Exercise details: All entries below are to be returned in full, exactly as they stand.

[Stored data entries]

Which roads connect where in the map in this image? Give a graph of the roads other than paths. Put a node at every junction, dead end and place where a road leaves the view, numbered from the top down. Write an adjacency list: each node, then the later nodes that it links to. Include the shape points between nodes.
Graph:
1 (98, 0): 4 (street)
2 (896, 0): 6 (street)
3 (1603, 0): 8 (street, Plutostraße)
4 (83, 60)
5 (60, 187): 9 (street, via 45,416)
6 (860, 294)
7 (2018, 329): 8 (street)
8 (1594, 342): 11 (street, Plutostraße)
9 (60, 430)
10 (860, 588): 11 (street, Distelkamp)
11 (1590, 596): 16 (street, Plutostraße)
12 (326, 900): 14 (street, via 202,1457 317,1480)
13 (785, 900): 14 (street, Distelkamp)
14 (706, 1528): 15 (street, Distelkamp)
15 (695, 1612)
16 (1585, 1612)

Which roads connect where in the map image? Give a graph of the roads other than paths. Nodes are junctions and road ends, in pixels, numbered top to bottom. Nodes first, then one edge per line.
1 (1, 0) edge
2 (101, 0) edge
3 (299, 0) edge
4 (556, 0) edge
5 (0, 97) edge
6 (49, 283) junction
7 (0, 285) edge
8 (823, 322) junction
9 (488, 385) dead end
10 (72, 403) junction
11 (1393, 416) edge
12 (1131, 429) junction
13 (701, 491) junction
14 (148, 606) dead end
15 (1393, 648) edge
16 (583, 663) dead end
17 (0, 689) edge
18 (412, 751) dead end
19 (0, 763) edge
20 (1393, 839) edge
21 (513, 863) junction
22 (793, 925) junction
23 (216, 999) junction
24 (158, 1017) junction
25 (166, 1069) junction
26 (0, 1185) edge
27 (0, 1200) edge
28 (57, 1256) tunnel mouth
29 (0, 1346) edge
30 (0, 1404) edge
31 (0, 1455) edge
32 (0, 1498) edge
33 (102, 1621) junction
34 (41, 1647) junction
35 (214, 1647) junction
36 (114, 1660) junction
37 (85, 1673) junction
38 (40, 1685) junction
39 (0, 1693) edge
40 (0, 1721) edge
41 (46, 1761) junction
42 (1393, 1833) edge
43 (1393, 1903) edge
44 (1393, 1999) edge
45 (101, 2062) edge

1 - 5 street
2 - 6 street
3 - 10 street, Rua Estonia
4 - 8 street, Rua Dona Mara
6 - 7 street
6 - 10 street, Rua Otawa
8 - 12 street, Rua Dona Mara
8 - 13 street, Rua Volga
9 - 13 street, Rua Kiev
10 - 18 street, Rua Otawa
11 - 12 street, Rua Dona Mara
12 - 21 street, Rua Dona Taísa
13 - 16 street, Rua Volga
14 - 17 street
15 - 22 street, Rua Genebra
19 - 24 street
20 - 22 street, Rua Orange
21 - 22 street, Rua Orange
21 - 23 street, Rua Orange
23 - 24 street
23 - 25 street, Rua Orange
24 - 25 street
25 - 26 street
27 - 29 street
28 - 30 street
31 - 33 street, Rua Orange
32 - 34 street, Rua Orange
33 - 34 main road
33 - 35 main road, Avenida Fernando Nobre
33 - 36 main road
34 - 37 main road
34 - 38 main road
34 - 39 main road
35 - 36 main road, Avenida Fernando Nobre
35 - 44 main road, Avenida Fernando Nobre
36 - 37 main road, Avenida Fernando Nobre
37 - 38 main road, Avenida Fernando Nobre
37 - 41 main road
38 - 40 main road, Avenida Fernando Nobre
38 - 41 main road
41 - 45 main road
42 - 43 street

Response below:
Which roads connect where in the map in this image? Give a graph of the roads other than paths. Put a node at every junction, dead end and place where a road leaves the view, numbered from the top down. Write an adjacency list: each node, then the later nodes that it links to. Include the shape points between nodes.
Graph:
1 (98, 0): 4 (street)
2 (896, 0): 6 (street)
3 (1603, 0): 8 (street, Plutostraße)
4 (83, 60)
5 (60, 187): 9 (street, via 45,416)
6 (860, 294)
7 (2018, 329): 8 (street)
8 (1594, 342): 11 (street, Plutostraße)
9 (60, 430)
10 (860, 588): 11 (street, Distelkamp)
11 (1590, 596): 16 (street, Plutostraße)
12 (326, 900): 14 (street, via 202,1457 317,1480)
13 (785, 900): 14 (street, Distelkamp)
14 (706, 1528): 15 (street, Distelkamp)
15 (695, 1612)
16 (1585, 1612)

Which roads connect where in the map image? Give a graph of the roads other than paths. Nodes are junctions and road ends, in pixels, numbered top to bottom. Nodes first, then one edge per line.
1 (1, 0) edge
2 (101, 0) edge
3 (299, 0) edge
4 (556, 0) edge
5 (0, 97) edge
6 (49, 283) junction
7 (0, 285) edge
8 (823, 322) junction
9 (488, 385) dead end
10 (72, 403) junction
11 (1393, 416) edge
12 (1131, 429) junction
13 (701, 491) junction
14 (148, 606) dead end
15 (1393, 648) edge
16 (583, 663) dead end
17 (0, 689) edge
18 (412, 751) dead end
19 (0, 763) edge
20 (1393, 839) edge
21 (513, 863) junction
22 (793, 925) junction
23 (216, 999) junction
24 (158, 1017) junction
25 (166, 1069) junction
26 (0, 1185) edge
27 (0, 1200) edge
28 (57, 1256) tunnel mouth
29 (0, 1346) edge
30 (0, 1404) edge
31 (0, 1455) edge
32 (0, 1498) edge
33 (102, 1621) junction
34 (41, 1647) junction
35 (214, 1647) junction
36 (114, 1660) junction
37 (85, 1673) junction
38 (40, 1685) junction
39 (0, 1693) edge
40 (0, 1721) edge
41 (46, 1761) junction
42 (1393, 1833) edge
43 (1393, 1903) edge
44 (1393, 1999) edge
45 (101, 2062) edge

1 - 5 street
2 - 6 street
3 - 10 street, Rua Estonia
4 - 8 street, Rua Dona Mara
6 - 7 street
6 - 10 street, Rua Otawa
8 - 12 street, Rua Dona Mara
8 - 13 street, Rua Volga
9 - 13 street, Rua Kiev
10 - 18 street, Rua Otawa
11 - 12 street, Rua Dona Mara
12 - 21 street, Rua Dona Taísa
13 - 16 street, Rua Volga
14 - 17 street
15 - 22 street, Rua Genebra
19 - 24 street
20 - 22 street, Rua Orange
21 - 22 street, Rua Orange
21 - 23 street, Rua Orange
23 - 24 street
23 - 25 street, Rua Orange
24 - 25 street
25 - 26 street
27 - 29 street
28 - 30 street
31 - 33 street, Rua Orange
32 - 34 street, Rua Orange
33 - 34 main road
33 - 35 main road, Avenida Fernando Nobre
33 - 36 main road
34 - 37 main road
34 - 38 main road
34 - 39 main road
35 - 36 main road, Avenida Fernando Nobre
35 - 44 main road, Avenida Fernando Nobre
36 - 37 main road, Avenida Fernando Nobre
37 - 38 main road, Avenida Fernando Nobre
37 - 41 main road
38 - 40 main road, Avenida Fernando Nobre
38 - 41 main road
41 - 45 main road
42 - 43 street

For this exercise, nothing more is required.